At the invitation of our college, Associate Professor Qian Xudong from the National University of Singapore (NUS) delivered an academic lecture titled An Engineering Fracture Mechanics Approach to Integrate Material Fracture in Large-Scale Steel Structures in the Lecture Hall of the Comprehensive Building on Xiaozhai Campus on the morning of November 1, 2023. The lecture was hosted by Associate Professor Liao Fangfang from the School of Civil Engineering, and a number of teachers as well as more than 30 postgraduate students from the School of Civil Engineering attended the event.

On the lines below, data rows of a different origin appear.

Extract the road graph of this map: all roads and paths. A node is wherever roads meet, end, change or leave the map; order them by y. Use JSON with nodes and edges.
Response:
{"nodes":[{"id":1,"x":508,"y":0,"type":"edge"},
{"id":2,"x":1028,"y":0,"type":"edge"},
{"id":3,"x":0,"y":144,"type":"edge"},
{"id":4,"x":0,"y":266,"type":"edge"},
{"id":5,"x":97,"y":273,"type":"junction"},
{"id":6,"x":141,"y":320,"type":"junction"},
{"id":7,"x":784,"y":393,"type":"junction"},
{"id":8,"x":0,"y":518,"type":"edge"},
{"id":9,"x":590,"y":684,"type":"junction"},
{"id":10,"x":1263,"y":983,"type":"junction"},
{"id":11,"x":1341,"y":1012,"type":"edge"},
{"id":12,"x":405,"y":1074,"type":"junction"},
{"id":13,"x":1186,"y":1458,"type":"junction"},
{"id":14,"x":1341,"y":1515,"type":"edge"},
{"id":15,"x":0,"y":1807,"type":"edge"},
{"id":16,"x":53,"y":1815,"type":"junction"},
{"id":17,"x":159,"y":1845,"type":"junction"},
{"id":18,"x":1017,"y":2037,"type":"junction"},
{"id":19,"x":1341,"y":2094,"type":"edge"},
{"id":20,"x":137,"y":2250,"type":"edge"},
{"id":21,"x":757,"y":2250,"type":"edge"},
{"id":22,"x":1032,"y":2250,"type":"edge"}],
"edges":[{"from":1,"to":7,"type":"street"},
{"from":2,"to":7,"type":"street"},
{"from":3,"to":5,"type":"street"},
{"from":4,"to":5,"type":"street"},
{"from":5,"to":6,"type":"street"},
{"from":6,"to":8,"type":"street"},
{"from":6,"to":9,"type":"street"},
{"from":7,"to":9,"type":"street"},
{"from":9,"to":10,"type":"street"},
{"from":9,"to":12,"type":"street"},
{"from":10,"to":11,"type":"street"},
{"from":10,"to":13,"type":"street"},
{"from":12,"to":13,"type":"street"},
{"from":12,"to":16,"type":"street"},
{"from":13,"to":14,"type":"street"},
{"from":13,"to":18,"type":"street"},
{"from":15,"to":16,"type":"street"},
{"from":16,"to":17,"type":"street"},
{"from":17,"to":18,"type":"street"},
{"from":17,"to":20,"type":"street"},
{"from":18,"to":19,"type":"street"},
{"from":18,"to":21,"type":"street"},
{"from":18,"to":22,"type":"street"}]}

Fracture failure has become one of the most common failure modes of modern large-scale steel structures under man-made or environmental actions. Fracture integrity assessment requires a detailed understanding of the fracture resistance of materials at the material level. However, the scalability between the material's fracture toughness and fracture resistance in structural components is a key obstacle to the fracture assessment and characterization of large-scale steel structures. During the lecture, Associate Professor Qian Xudong first proposed innovative experimental methods or experimental-computational hybrid methods for material fracture resistance characterized by the material's J-R curve. These material-level investigations cover unconventional specimens, including mixed-mode fracture specimens, surface-cracked specimens, and circumferentially welded pipes. Combining the material fracture resistance curve with the extended η-method, a practical approach was proposed to embed the material's J-R curve into the load-deformation relationship of critical welded joints, which phenomenologically describes the impact of ductile crack growth and subsequent unstable fracture failure on the load-bearing capacity of welded joints.
At the lecture venue, teachers and students showed great interest in the content and engaged in in-depth discussions and exchanges with Associate Professor Qian Xudong.